[GENERAL] Massive delete from a live production DB

2011-05-12 Thread Phoenix Kiula
Hi

Been reading some old threads (pre 9.x version) and it seems that the
consensus is to avoid doing massive deletes from a table as it'll
create so much unrecoverable space/gaps that vacuum full would be
needed. Etc.

Instead, we might as well do a dump/restore. Faster, cleaner.

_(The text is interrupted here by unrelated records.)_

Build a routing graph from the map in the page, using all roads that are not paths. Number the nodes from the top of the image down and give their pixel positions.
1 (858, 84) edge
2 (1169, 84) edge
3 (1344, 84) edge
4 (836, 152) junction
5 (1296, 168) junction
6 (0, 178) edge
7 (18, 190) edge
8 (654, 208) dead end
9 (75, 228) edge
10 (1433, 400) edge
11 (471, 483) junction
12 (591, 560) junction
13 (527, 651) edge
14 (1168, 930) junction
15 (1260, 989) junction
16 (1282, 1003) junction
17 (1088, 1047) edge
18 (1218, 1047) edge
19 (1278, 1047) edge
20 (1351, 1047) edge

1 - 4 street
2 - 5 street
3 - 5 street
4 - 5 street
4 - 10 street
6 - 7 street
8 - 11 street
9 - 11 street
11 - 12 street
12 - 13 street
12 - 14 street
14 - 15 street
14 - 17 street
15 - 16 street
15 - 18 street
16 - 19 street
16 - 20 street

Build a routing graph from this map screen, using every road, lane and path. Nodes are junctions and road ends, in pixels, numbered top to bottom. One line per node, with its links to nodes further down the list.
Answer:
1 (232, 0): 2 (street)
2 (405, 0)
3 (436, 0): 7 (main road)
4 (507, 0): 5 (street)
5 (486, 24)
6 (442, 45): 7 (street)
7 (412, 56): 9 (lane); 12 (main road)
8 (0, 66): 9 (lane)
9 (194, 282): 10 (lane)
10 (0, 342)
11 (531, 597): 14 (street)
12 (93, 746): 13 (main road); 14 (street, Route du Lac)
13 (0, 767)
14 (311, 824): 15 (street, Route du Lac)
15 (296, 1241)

This is all well and good, but what about a situation where the
database is in production and cannot be brought down for this
operation or even a cluster?

Any ideas on what I could do without losing all the live updates? I
need to get rid of about 11% of a 150 million rows of database, with
each row being nearly 1 to 5 KB in size...

Thanks! Version is 9.0.4.

-- 
Sent via pgsql-general mailing list (pgsql-general@postgresql.org)
To make changes to your subscription:
http://www.postgresql.org/mailpref/pgsql-general


Re: [GENERAL] Massive delete from a live production DB

2011-05-12 Thread Eric Ndengang

Am 12.05.2011 16:38, schrieb Phoenix Kiula:

On Thu, May 12, 2011 at 10:33 PM, Eric Ndengang
eric.ndengang_fo...@affinitas.de  wrote:

Am 12.05.2011 16:23, schrieb Phoenix Kiula:

Hi

Been reading some old threads (pre 9.x version) and it seems that the
consensus is to avoid doing massive deletes from a table as it'll
create so much unrecoverable space/gaps that vacuum full would be
needed. Etc.

Instead, we might as well do a dump/restore. Faster, cleaner.

This is all well and good, but what about a situation where the
database is in production and cannot be brought down for this
operation or even a cluster?

Any ideas on what I could do without losing all the live updates? I
need to get rid of about 11% of a 150 million rows of database, with
each row being nearly 1 to 5 KB in size...

Thanks! Version is 9.0.4.


Hey,
try to use pg_reorg --  http://reorg.projects.postgresql.org
but the table must get a primary key.
regards




Thanks Eric.

I do have a primary key.

I am on version 9.0.4. Will pg_reorg work with this version too? The
example on that website  mentions 8.3.

Also, it it a fast process that does not consume too much resource?
This DB is behind a very high traffic website, so I cannot have a
CLUSTER alternative like pg_reog making my DB very slow concurrently.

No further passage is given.